If you’ll permit some lengthy stage setting, self-deprecation, and eye-rollingly bad dad jokes, I’ll start with an admission. Souls-like games, try as I might, are just beyond me. I keep buying them, and I keep not finishing them, because my tolerance for running back to a boss could not be measured with an electron microscope. Therefore it was with some trepidation, ultimately overcome by my fondness for the source material, that I picked up Team Ninja’s Stranger of Paradise a few years back. What a treat it turned out to be – high risk, fast-paced action combat with complex RPG character building systems that still maintained a bit of interconnected exploration, if not quite to the level of the subgenre pillars.
Having developed a taste for Team Ninja’s answer to the question, “What if Dark Souls was fun?” I decided to dip back into their recent offerings. Nioh 2 was a swift, humbling reality-check. Once more, I was stymied by an onerous run-back, this time to some triocular owl whose aerobatics and stage-filling attacks ensured I learned nothing for the effort. Still, there’s something unique about Team Ninja’s combat, so I tried again, and redeemed myself with Rise of the Ronin. Next up was Wo Long: Fallen Dynasty.
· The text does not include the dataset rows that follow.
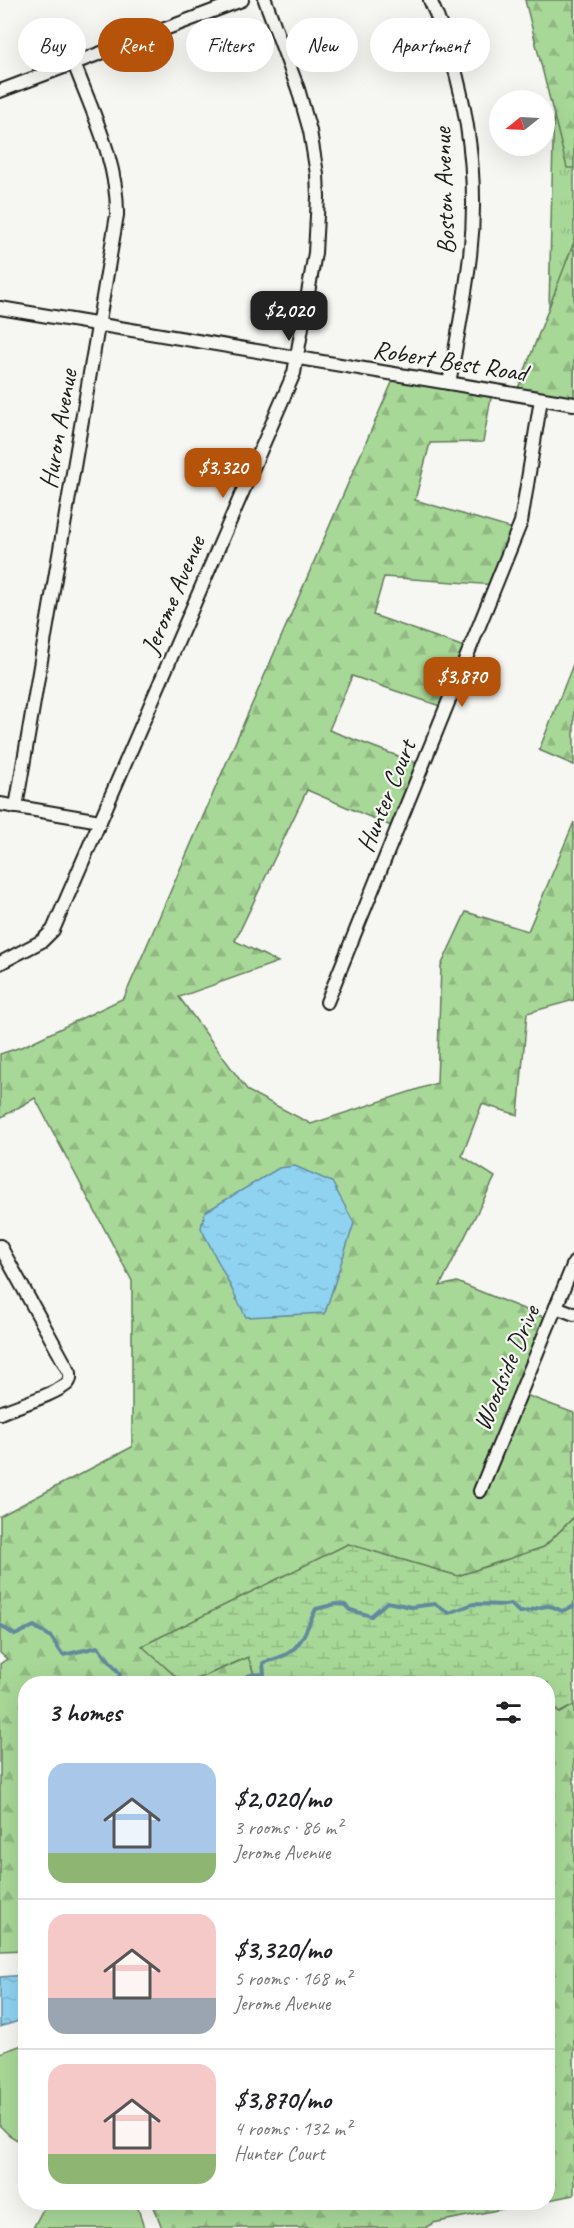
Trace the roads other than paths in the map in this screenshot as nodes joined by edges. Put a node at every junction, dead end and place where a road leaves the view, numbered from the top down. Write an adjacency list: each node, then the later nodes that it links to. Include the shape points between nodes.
1 (242, 0): 4 (street)
2 (265, 0): 10 (street, Jerome Avenue, via 298,89 317,174 315,253)
3 (430, 0): 11 (street, Boston Avenue, via 457,80 471,177 470,254)
4 (86, 58)
5 (50, 72): 7 (street)
6 (77, 72): 9 (street, Huron Avenue, via 108,153 116,190 117,215)
7 (0, 91)
8 (0, 308): 9 (street, Robert Best Road)
9 (99, 325): 10 (street, Robert Best Road); 15 (street, Huron Avenue)
10 (297, 358): 11 (street, Robert Best Road); 16 (street, Jerome Avenue)
11 (449, 383): 12 (street, Robert Best Road)
12 (541, 399): 13 (street, Robert Best Road); 18 (street, Hunter Court, via 521,522)
13 (574, 404)
14 (0, 804): 15 (street)
15 (16, 807): 16 (street)
16 (99, 821): 17 (street, Jerome Avenue, via 50,934)
17 (0, 963)
18 (327, 1002)
19 (0, 1246): 23 (street, via 70,1378 59,1388)
20 (574, 1263): 21 (street, Woodside Drive)
21 (556, 1307): 22 (street); 24 (street, Woodside Drive)
22 (574, 1314)
23 (0, 1413)
24 (480, 1491)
There I was, learning the counterattack timing and getting a kick out of the new systems, when against my better judgment, I pursued Lu Bu. This time, though, there was no run back to blame – I just couldn’t beat him. However, there’s good news – I didn’t resign myself to saying “so long” to Wo Long. Therefore, I can share with you a review of another great Team Ninja ARPG, valuable lessons about actually reading the game’s tutorial messages, and maybe a little bit of spiritual value to boot.

Whereas Nioh builds a fantastical story upon Japanese history, Wo Long: Fallen Dynasty takes its inspiration from the Chinese epic Romance of the Three Kingdoms. In particular, it focuses on and bookends the Yellow Turban rebellion, then superimposes a magical root to the conflict: the coveting and abuse of a substance “Elixir”. Elixir is essentially a distillation of life force, but it is a counterfeit of the genuine article, and its misuse generates demonic power. Unfortunately, there’s an evil Taoist wizard afoot who wants to use that demonic power to transition the world into a utopia of his design, so he goes about the country instigating conflicts from which he can harvest what he needs to make Elixir, and therefore gather more demonic might. You play as a nameless soldier brought back from the brink of death through the blessings of the benevolent divine beasts, and it’s up to you to fight back the Taoist’s corrupting influence and his demonic hordes.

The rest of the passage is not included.